Un suburbio periférico del sureste de París, Melun es una pequeña ciudad con una gran herencia. En el patio trasero de Melun se encuentran los lujosos y deslumbrantes palacios de Vaux-le-Vicomte y Fontainebleau. Estas propiedades no solo son estupendas para ver, sino que también están llenas de intriga y maniobras políticas para mantenerte absorto durante horas.

Pero también puede elegir entre una gran variedad de museos cercanos, que narran la historia de la aviación o esa institución francesa emblemática, la Gendarmería. Agregue a esto las idílicas orillas del Sena y la exuberante campiña de Brie y Melun se convierte en una pequeña y tranquila ciudad a solo 30 minutos en tren de la capital.

Exploremos las mejores cosas para hacer en Melun :

Índice

1. Vaux-le-Vicomte

Vaux-le-Vicomte
Vaux-le-Vicomte

El ambicioso y ultra rico Nicolas Fouquet encargó este deslumbrante castillo barroco a mediados del siglo XVII.

Aparte de su tamaño y grandeza absurda, la propiedad es histórica por ser la primera vez que el paisajista André Le Nôtre y el decorador Charles Le Brun colaboraron en un proyecto a gran escala.

Aquí es donde nació el estilo Luis XIV, que luego se perfeccionaría en Versalles.

Se dice que cuando Luis XIV vio Vaux-le-Vicomte por primera vez en 1661, estaba tan celoso que inventó cargos contra Fouquet que lo llevaron a pasar los últimos 20 años de su vida en prisión.

2. Jardines de Vaux-le-Vicomte

Jardines de Vaux-le-Vicomte
Jardines de Vaux-le-Vicomte

Los jardines del castillo están fuera de este mundo, y es asombroso pensar que tres pueblos enteros fueron demolidos para dar paso a estos terrenos.

En su apogeo, el palacio empleó a 18.000 personas para cuidar los jardines, que durante un breve período fueron el escenario de las extravagantes fiestas de Fouquet.

Hay topiarios circulares que bordean los caminos, enormes patrones arabescos formados con setos de boj recortados con precisión, fuentes y un parterre de agua.

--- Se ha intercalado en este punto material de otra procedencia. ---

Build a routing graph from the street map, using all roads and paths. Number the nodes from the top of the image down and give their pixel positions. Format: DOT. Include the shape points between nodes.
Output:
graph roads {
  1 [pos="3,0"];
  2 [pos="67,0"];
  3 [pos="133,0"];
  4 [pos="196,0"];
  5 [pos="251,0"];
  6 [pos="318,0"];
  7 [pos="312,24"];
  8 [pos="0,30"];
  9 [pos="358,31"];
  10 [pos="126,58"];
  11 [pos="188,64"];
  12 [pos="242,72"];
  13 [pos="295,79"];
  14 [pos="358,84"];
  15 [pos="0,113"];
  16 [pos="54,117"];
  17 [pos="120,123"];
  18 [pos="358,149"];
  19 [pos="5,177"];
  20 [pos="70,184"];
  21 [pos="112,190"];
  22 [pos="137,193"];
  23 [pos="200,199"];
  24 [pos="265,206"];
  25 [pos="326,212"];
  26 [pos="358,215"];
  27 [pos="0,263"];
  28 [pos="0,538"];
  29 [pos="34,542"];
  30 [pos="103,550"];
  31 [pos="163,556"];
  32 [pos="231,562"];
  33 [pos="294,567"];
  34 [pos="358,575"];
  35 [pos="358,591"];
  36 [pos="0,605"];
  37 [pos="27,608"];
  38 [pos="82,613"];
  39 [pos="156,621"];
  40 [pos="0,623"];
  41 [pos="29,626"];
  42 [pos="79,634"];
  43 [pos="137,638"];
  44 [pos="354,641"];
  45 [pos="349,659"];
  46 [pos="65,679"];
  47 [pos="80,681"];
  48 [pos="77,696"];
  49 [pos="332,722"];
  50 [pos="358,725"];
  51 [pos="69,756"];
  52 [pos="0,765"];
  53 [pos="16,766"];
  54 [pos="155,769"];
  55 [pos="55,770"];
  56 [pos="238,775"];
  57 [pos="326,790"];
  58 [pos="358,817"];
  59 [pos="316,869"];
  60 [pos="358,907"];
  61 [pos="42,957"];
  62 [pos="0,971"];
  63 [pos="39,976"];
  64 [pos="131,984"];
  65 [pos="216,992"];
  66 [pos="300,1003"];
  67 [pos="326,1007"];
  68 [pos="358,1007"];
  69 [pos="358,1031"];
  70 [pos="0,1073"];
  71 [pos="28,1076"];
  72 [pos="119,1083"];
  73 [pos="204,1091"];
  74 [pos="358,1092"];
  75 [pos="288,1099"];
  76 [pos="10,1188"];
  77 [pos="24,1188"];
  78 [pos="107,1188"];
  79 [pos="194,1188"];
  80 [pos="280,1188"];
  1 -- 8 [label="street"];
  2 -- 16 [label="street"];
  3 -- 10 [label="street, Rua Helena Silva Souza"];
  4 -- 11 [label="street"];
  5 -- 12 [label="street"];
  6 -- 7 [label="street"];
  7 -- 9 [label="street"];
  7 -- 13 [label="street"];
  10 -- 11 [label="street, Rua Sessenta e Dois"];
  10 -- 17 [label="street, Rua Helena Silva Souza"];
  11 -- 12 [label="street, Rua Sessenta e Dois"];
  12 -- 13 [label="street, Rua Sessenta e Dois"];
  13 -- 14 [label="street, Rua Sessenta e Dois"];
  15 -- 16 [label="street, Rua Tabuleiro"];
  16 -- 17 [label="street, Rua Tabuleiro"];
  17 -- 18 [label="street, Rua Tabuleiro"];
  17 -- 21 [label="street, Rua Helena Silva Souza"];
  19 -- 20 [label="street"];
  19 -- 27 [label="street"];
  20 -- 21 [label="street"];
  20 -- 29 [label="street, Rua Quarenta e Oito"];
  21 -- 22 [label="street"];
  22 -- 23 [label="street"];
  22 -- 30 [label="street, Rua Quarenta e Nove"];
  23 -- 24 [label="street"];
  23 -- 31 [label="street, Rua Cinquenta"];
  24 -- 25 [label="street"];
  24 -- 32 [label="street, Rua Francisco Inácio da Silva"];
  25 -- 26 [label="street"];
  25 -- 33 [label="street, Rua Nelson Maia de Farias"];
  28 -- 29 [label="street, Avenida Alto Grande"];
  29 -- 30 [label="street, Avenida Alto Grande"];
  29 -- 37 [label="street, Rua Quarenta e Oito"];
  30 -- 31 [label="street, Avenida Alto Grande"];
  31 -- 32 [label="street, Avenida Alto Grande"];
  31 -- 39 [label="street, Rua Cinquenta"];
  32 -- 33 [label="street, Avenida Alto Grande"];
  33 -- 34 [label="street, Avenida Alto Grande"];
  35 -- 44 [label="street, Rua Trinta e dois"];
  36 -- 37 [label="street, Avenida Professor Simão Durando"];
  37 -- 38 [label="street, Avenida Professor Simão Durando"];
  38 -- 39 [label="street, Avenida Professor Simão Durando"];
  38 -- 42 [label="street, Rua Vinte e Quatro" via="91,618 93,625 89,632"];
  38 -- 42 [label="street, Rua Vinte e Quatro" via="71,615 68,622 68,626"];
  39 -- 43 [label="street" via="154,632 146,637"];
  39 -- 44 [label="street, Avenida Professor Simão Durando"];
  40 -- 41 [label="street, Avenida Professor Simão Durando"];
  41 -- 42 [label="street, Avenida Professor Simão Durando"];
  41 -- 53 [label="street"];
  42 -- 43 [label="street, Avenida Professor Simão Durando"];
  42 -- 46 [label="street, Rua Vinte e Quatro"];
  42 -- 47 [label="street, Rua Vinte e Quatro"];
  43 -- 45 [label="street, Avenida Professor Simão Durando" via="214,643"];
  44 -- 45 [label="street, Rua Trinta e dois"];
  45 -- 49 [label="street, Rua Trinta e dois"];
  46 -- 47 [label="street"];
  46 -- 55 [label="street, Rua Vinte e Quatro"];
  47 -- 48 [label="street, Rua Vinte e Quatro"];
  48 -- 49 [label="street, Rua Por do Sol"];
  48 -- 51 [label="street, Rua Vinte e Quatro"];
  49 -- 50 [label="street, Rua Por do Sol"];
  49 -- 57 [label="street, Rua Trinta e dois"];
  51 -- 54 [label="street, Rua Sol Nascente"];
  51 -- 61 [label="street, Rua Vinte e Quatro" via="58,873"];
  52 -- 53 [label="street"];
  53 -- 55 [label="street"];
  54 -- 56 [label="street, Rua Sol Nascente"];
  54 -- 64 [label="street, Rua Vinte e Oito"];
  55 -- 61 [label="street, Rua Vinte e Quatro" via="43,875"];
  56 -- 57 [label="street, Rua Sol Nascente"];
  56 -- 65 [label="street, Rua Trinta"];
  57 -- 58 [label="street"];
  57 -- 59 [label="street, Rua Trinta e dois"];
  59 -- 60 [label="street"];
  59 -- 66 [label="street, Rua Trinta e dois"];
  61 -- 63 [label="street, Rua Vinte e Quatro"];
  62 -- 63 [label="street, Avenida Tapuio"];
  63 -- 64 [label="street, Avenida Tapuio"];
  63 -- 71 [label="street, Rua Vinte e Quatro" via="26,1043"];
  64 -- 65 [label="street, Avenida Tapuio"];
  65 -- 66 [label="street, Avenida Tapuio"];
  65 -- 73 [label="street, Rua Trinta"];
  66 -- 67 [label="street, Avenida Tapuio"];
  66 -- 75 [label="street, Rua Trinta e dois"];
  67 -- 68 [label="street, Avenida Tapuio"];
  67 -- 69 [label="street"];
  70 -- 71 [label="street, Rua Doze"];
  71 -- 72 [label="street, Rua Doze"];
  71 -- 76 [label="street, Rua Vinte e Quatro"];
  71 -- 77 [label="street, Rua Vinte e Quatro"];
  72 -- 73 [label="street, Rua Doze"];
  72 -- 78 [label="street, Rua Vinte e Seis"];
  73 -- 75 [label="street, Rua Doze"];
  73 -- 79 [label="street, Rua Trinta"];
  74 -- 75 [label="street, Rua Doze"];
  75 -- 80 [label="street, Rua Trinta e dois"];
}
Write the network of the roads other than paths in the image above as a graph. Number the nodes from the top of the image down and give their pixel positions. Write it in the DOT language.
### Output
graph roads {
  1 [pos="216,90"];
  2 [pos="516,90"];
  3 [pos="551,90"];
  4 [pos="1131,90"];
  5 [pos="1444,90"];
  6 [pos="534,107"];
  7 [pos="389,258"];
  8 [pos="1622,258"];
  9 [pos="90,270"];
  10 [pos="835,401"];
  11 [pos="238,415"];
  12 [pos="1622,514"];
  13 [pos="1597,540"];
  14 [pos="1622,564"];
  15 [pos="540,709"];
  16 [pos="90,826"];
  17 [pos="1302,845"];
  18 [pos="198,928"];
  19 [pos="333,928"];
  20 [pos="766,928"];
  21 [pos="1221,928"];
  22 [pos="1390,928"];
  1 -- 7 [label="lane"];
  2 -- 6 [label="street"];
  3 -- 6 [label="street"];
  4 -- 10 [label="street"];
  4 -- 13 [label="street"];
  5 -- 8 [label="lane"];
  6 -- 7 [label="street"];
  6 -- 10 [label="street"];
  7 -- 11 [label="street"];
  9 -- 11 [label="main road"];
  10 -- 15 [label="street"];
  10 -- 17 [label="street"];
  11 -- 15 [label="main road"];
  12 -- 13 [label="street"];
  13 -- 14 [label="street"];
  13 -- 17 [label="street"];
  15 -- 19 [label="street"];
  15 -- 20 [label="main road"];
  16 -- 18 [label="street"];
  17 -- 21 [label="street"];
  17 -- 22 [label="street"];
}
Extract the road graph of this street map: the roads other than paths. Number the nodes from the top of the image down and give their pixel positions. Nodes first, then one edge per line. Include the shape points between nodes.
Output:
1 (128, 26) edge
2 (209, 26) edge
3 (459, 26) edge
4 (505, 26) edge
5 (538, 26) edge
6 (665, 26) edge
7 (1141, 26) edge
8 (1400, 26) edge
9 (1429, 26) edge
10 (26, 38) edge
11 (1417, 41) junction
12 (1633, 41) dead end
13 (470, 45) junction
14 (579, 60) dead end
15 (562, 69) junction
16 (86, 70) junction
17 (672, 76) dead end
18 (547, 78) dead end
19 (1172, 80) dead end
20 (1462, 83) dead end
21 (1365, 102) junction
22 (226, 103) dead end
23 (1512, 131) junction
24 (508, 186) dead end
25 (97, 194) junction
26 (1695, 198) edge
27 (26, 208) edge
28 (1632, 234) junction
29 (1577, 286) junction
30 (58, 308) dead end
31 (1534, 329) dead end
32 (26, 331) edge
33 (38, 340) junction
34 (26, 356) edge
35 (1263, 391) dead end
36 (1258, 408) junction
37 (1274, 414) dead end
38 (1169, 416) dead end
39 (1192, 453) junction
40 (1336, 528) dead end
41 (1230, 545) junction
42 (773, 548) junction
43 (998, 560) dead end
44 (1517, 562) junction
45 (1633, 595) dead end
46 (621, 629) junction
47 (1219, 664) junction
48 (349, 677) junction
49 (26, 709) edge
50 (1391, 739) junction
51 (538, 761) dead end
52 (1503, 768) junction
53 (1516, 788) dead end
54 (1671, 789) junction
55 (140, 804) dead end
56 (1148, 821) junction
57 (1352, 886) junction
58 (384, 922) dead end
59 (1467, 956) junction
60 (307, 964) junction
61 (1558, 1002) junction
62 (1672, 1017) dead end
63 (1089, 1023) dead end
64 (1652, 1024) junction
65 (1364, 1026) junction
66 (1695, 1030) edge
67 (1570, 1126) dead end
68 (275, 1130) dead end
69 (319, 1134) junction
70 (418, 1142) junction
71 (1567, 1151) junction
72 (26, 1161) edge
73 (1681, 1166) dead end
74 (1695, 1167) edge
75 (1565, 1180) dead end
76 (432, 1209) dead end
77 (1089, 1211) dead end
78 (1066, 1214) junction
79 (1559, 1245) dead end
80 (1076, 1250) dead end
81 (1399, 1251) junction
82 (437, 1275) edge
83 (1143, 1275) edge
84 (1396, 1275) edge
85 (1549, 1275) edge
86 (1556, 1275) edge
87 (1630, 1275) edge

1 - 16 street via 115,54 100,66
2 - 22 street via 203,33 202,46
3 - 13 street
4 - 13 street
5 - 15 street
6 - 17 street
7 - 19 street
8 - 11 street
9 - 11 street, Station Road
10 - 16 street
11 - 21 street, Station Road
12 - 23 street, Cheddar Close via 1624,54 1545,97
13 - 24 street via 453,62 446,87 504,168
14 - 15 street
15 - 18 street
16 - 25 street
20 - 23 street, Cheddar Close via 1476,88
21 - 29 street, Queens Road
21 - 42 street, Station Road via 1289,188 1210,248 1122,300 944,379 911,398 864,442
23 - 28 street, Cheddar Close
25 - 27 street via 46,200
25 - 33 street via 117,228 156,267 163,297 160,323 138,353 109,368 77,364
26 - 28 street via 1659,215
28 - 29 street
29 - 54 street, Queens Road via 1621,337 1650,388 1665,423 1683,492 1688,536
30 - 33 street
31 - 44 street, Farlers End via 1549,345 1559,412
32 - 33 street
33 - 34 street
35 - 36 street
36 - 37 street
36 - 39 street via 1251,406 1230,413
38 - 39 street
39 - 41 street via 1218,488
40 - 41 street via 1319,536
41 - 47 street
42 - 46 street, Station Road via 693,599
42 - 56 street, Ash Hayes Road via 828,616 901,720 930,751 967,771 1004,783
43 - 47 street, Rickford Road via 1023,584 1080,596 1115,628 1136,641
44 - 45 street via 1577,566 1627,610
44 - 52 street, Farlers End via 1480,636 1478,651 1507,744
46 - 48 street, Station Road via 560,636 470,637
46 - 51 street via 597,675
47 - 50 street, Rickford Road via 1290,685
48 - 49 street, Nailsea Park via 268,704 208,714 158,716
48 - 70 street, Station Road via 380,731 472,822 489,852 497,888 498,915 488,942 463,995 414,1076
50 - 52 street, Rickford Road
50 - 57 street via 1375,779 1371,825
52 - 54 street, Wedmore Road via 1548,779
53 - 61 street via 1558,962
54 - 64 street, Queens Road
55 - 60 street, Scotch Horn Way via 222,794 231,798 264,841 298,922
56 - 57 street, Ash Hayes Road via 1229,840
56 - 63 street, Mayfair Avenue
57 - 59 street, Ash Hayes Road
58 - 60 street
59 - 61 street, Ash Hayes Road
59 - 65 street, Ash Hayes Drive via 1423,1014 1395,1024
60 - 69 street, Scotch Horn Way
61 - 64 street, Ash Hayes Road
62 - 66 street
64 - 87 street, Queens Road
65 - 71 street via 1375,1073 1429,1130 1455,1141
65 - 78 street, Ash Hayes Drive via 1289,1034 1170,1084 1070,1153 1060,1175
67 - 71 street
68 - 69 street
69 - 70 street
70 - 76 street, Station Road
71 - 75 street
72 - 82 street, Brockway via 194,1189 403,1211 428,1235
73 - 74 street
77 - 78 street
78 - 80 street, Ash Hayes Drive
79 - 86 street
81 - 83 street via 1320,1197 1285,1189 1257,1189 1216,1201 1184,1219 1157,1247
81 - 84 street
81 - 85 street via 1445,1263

En verano se celebran cenas especiales para probar las veladas en el jardín que Fouquet organizaría aquí.

3. Palacio de Fontainebleau

Palacio de Fontainebleau
Palacio de Fontainebleau

El valor histórico de este palacio es casi imposible de resumir en un solo párrafo, pero lo intentaremos: El Palacio de Fontaineblue, y el castillo anterior, fue la residencia durante cientos de años de los gobernantes franceses, desde el rey Luis XII en el siglo XII hasta Napoleón III en la década de 1870.

Aquí es precisamente donde Napoleón I abdicó antes de exiliarse en Elba.

Comenzando como una fortaleza, el palacio se unió en el siglo XVI por orden de Francisco I, y la Cour des Adieux, Ballroom y Galerie François I son todos de esta fase.

Prepárese para una habitación tras otra de yeso dorado, muebles lujosos, pinturas, tapices, elementos decorativos y artefactos asombrosos como las mismas espadas que usó Napoleón para su coronación.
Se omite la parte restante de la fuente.